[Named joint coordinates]
^^^^^^^^
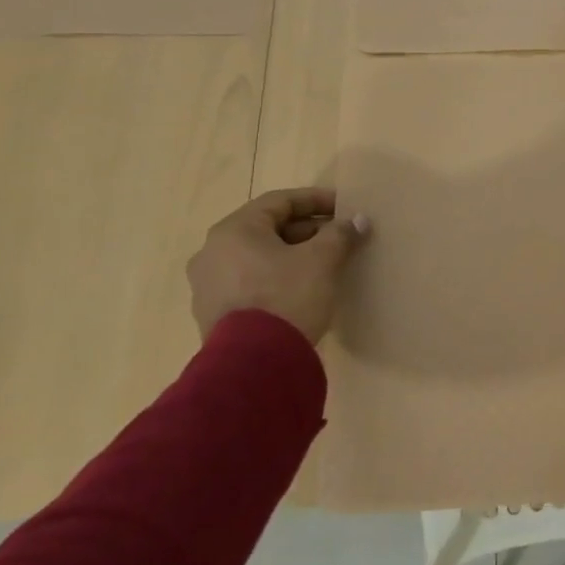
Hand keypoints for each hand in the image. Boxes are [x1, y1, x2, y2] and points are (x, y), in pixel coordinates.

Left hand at [186, 188, 370, 344]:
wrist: (254, 364)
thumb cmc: (287, 296)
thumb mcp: (322, 260)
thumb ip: (340, 234)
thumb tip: (356, 221)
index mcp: (234, 231)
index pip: (280, 202)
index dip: (316, 200)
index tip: (344, 207)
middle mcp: (212, 252)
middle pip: (267, 229)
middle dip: (307, 231)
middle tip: (339, 238)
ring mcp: (208, 285)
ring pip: (258, 258)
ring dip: (292, 256)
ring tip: (324, 265)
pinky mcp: (213, 314)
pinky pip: (250, 283)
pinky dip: (276, 279)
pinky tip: (302, 291)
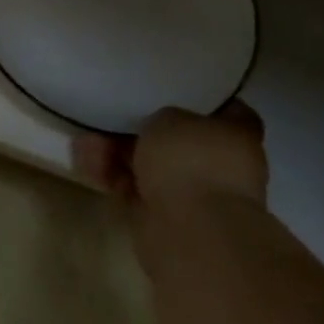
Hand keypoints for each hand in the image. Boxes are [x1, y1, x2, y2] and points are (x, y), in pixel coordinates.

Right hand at [76, 102, 269, 264]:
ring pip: (151, 167)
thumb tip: (158, 130)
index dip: (195, 100)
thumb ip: (162, 118)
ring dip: (118, 154)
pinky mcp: (164, 219)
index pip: (224, 110)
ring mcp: (193, 195)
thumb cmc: (191, 162)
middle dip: (141, 132)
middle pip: (177, 141)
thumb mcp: (170, 117)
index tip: (166, 92)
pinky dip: (112, 177)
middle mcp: (220, 166)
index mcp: (238, 136)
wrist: (191, 232)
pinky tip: (85, 161)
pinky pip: (135, 189)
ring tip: (86, 141)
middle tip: (110, 117)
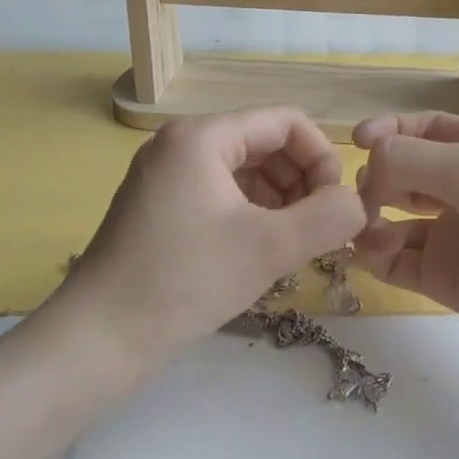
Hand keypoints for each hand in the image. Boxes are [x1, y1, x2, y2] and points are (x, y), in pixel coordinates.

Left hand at [59, 108, 366, 364]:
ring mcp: (165, 175)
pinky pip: (220, 194)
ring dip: (280, 201)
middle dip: (301, 182)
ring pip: (244, 171)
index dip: (322, 158)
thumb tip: (357, 203)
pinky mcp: (159, 206)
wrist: (101, 336)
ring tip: (293, 245)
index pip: (285, 122)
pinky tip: (261, 251)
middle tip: (317, 231)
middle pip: (264, 143)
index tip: (335, 206)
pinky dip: (251, 214)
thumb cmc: (186, 282)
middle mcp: (180, 144)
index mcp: (202, 136)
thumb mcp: (270, 248)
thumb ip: (329, 217)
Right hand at [352, 113, 458, 367]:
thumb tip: (365, 165)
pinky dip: (374, 254)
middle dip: (374, 178)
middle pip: (399, 174)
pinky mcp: (444, 279)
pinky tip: (370, 250)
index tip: (358, 141)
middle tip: (364, 192)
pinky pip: (395, 262)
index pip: (421, 130)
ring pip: (390, 220)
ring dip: (368, 217)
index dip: (388, 132)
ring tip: (362, 223)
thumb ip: (409, 159)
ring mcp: (450, 235)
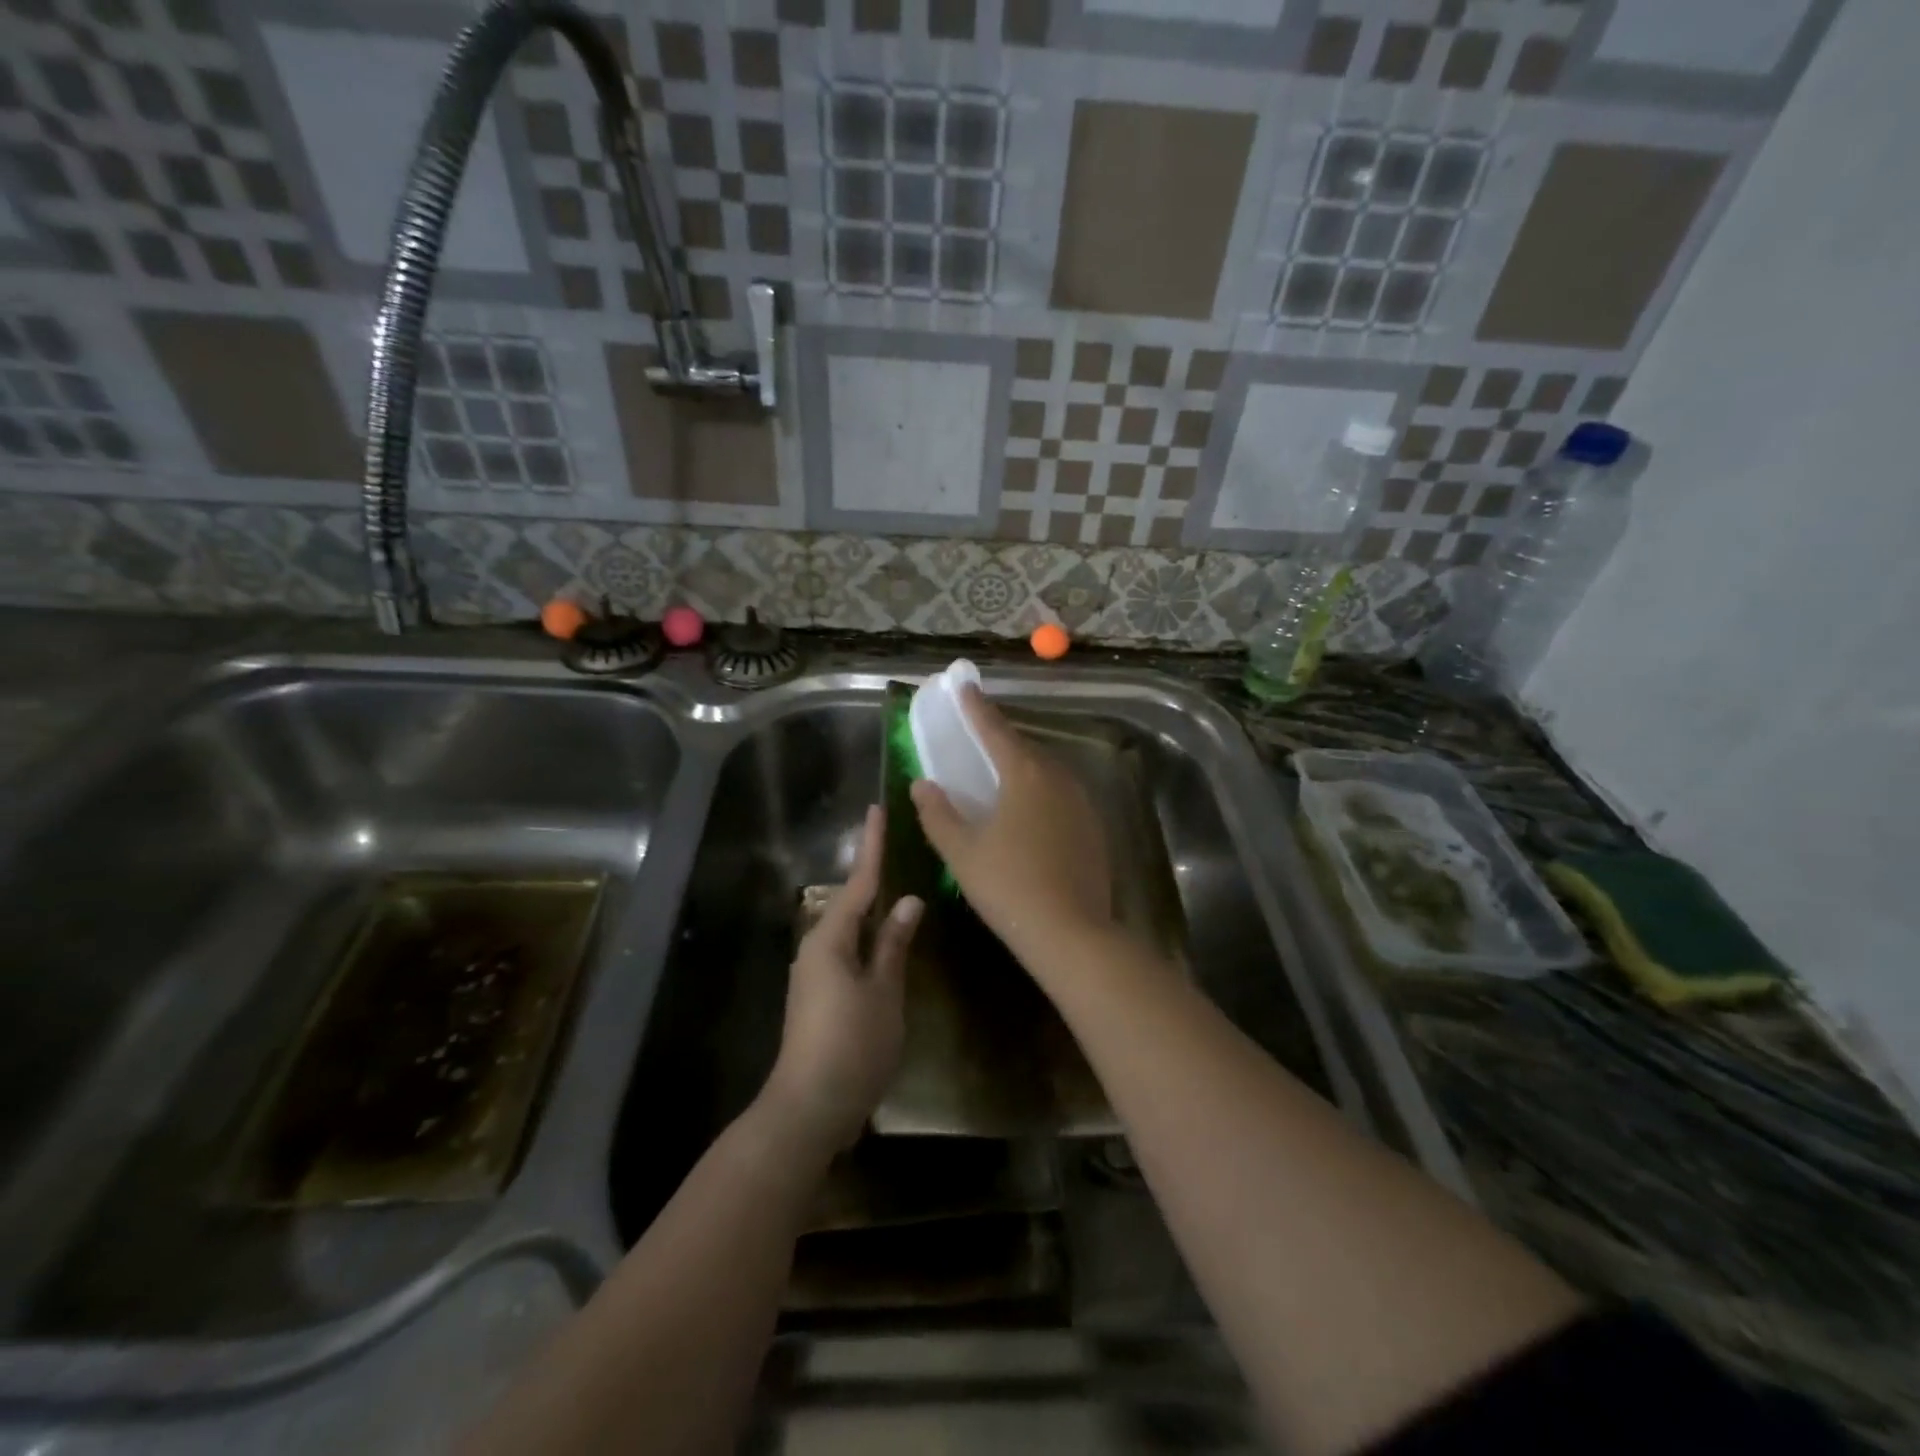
^^^^^^^^
**THE PROBLEM**
Copy each entry exactly, with no pictures.

**PROBLEM SOLUTION**
Hand keypoints for each hand in the image. Boxes are [x1, y1, x2, y2] and points are (x, y), in pixel coordinates.

Left hand at [186, 188, 370, 344]:
wrist: (254, 364)
thumb cmc: (287, 296)
thumb mcp: (322, 260)
thumb ip: (340, 234)
thumb tip: (356, 221)
index mcp: (234, 231)
index pip: (280, 202)
index dip: (316, 200)
index tip: (344, 207)
middle mcp: (212, 252)
middle pip: (267, 229)
middle dip: (307, 231)
middle tip: (339, 238)
ring mcp: (208, 285)
ring pip: (258, 258)
ring dip: (292, 256)
ring tip: (324, 265)
pinky mcp: (213, 314)
pinky pip: (250, 283)
pinky dip: (276, 279)
pinky tip: (302, 291)
Hand keypoints for each hand in the image. Boxes are [x1, y1, x2, y2] and points are (x, y), in pixel coordinates.

Right hand at [76, 102, 269, 264]:
ring pip: (151, 167)
thumb tip: (158, 130)
index dip: (195, 100)
thumb ip: (162, 118)
ring dip: (118, 154)
pinky mcp: (164, 219)
index pip: (224, 110)
ring mcp: (193, 195)
thumb cmc: (191, 162)
middle dip: (141, 132)
middle pip: (177, 141)
thumb mcp: (170, 117)
index tip: (166, 92)
pinky dip: (112, 177)
middle mcp: (220, 166)
index mcp: (238, 136)
wrist: (191, 232)
pinky tip: (85, 161)
pinky pip: (135, 189)
ring tip: (86, 141)
middle tip: (110, 117)
Hand keypoints for each hand in the image. Boxes are [x1, y1, x2, y2] and points are (x, y), in pixel coordinates.

Left hand at [59, 108, 366, 364]:
ring mcp: (165, 175)
pinky pip: (220, 194)
ring dip: (280, 201)
middle dip: (301, 182)
ring pip: (244, 171)
index dip: (322, 158)
thumb tip: (357, 203)
pinky mcp: (159, 206)
wrist: (101, 336)
ring tip: (293, 245)
index pip: (285, 122)
pinky tip: (261, 251)
middle tip: (317, 231)
middle pip: (264, 143)
index tip: (335, 206)
pinky dip: (251, 214)
thumb cmc: (186, 282)
middle mcp: (180, 144)
index mcp: (202, 136)
thumb mcp: (270, 248)
thumb ip: (329, 217)
Right hand at [352, 113, 458, 367]:
thumb tip: (365, 165)
pinky dip: (374, 254)
middle dip: (374, 178)
middle pip: (399, 174)
pinky mcp: (444, 279)
pinky tip: (370, 250)
index tip: (358, 141)
middle tip: (364, 192)
pinky pip: (395, 262)
index pip: (421, 130)
ring pip: (390, 220)
ring dip: (368, 217)
index dip: (388, 132)
ring tip: (362, 223)
thumb ip: (409, 159)
ring mcp: (450, 235)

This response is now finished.